Pound spikes after hawkish comments from Bank of England
Interest rates held at record low, but inflation concerns may prompt rise by early 2018
Bank of England governor Mark Carney. The UK central bank’s monetary policy committee has ruled 7 to 2 in favour of maintaining its key interest rate at 0.25 per cent. Photograph: PA
The Bank of England ramped up its hawkish rhetoric on Thursday, warning that an increase in interest rates could happen within months if the economy performs as officials expect.
The pound spiked after the comments and investors shifted to fully price in a rate rise by early 2018.
The UK’s central bank kept its key interest rate on hold as expected, although two members of its monetary policy committee voted in favour of a 0.25 percentage point rise.

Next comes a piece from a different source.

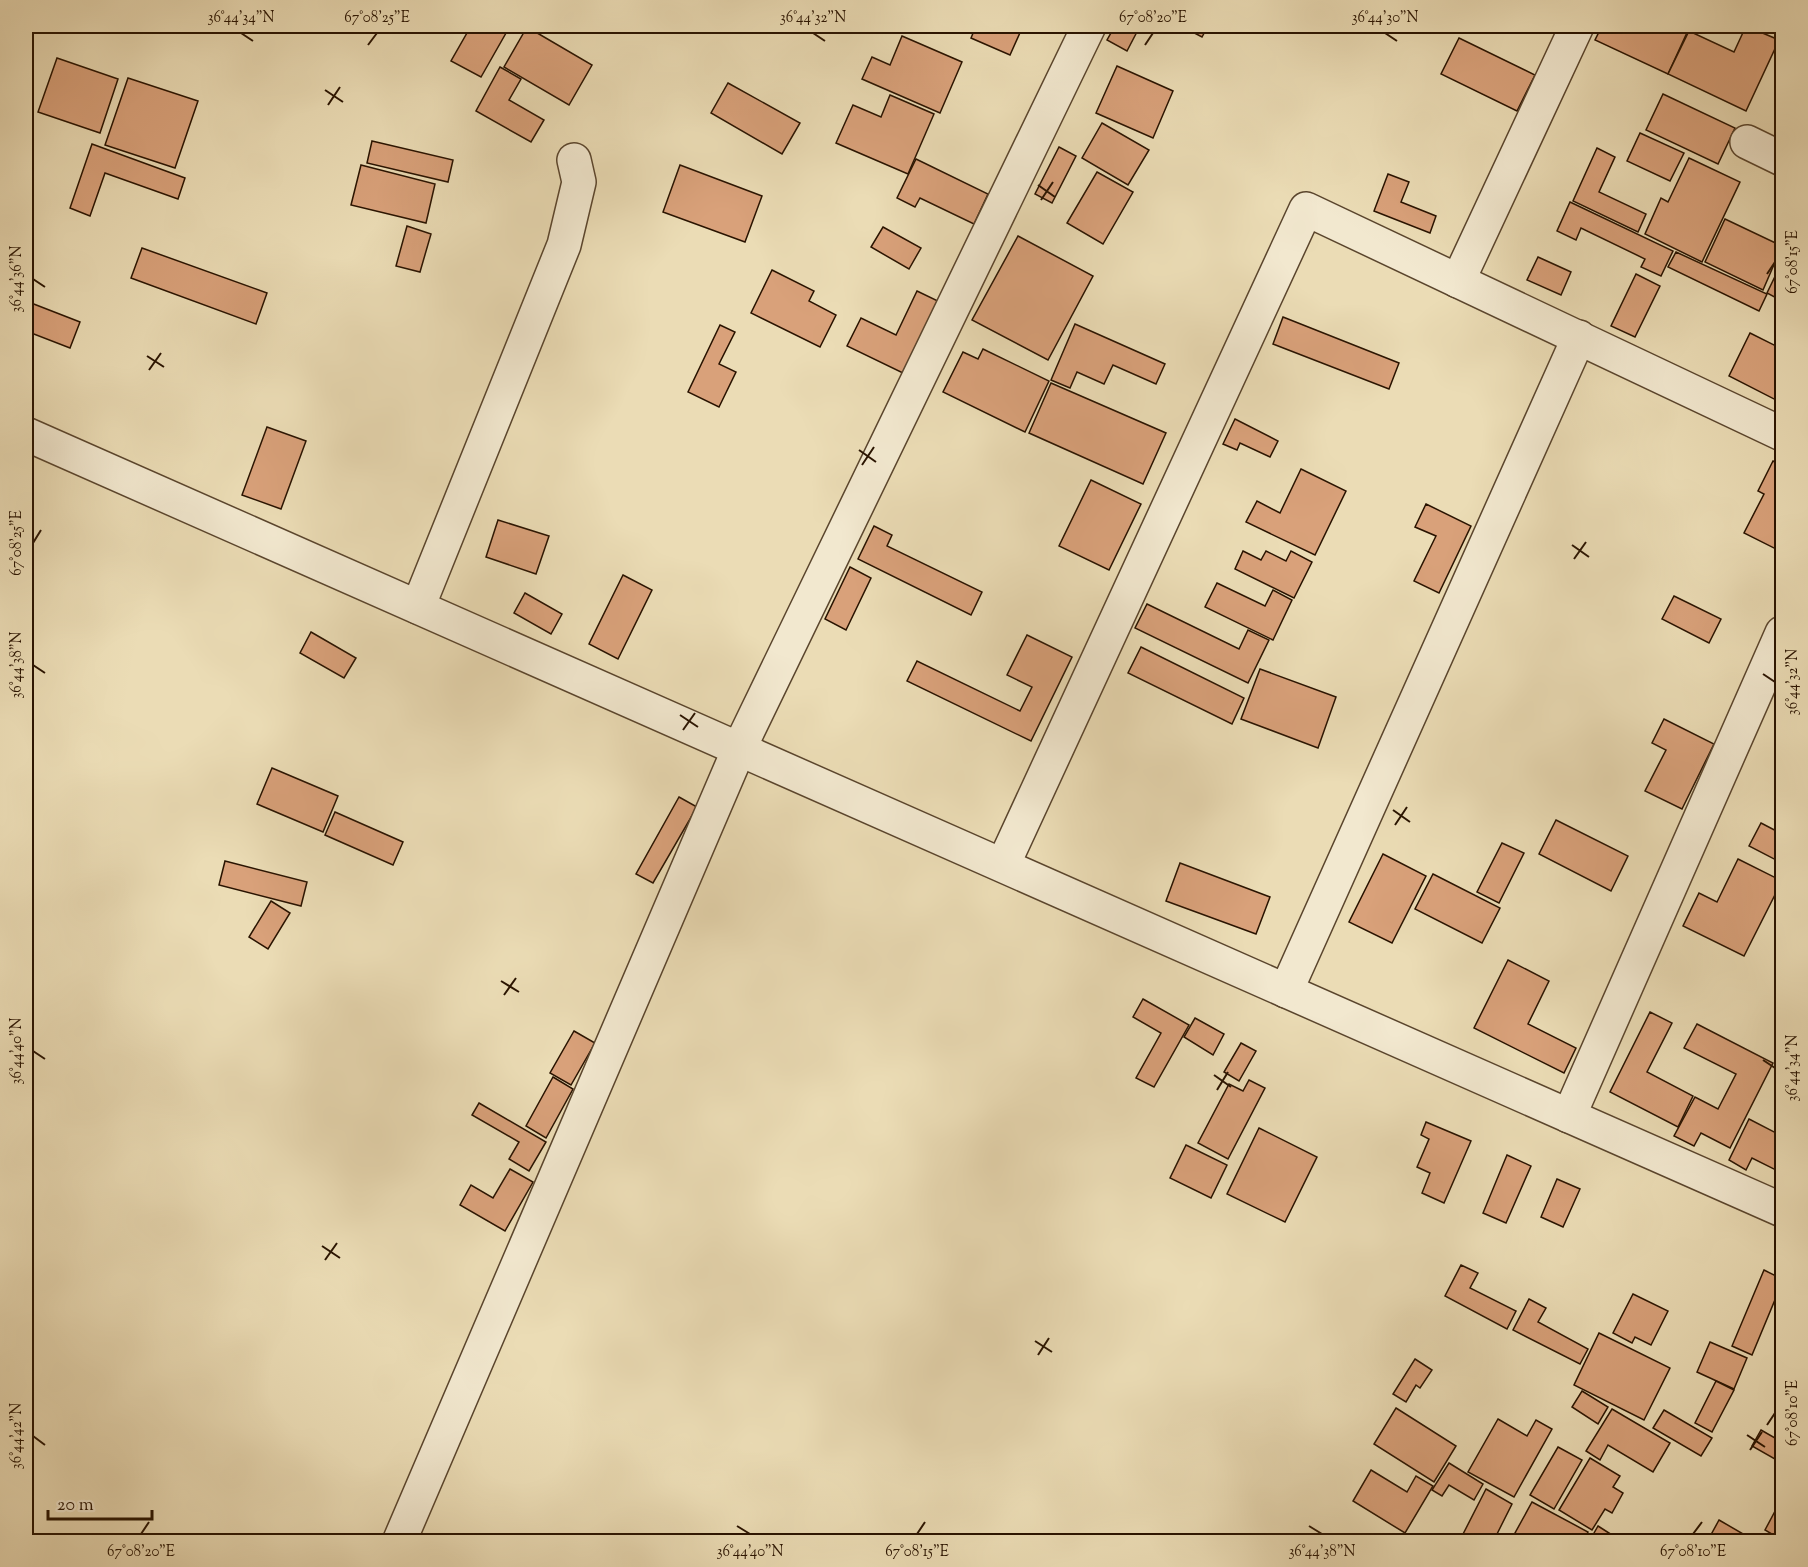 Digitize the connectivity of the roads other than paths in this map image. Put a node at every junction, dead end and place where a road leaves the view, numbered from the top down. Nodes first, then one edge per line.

Committee members Ian McCafferty and Michael Saunders maintained their push for an increase, which would reverse the rate cut put in place after the Brexit vote in 2016.
A majority of seven members, led by governor Mark Carney, voted for no change.
Sterling rose to as high as $1.3358, adding a cent and a half to touch its strongest point in more than a year against to dollar. It also rose to 89.11 pence per euro after the decision.
The Bank of England noted in its comments that the sterling exchange rate has been volatile and the price of oil has increased, with both headline and core price inflation higher than expected in August.
The majority of the committee judged that, if the economy develops as predicted, “some withdrawal of monetary stimulus was likely to be appropriate over the coming months in order to return inflation sustainably to target”, minutes of the meeting showed.
While the vote to leave the European Union has cast a shadow over the economic outlook, the resulting drop in the pound has pushed up inflation. The bank now sees the rate of price gains exceeding 3 per cent in October and remaining above its 2 per cent target for years.
The bank described circumstances since the referendum on EU membership, and the accompanying depreciation of sterling, as “exceptional” and warned that monetary policy could not prevent a “necessary real adjustment” as the UK moves towards new international trading arrangements or “weaker real income growth”.
The committee reiterated a warning from its August meeting that monetary policy could need to be tightened “by a somewhat greater extent” than market rates imply.
It also said that any increases would be “at a gradual pace and to a limited extent.”
Bank of England staff see overall economic growth on track for 0.3 per cent in the third quarter. Still, tepid wage growth is darkening the outlook for consumer spending as uncertainty about the nation’s future after Brexit prompts companies to keep a lid on investment and pay.
There remain “considerable risks” to the outlook, the minutes said.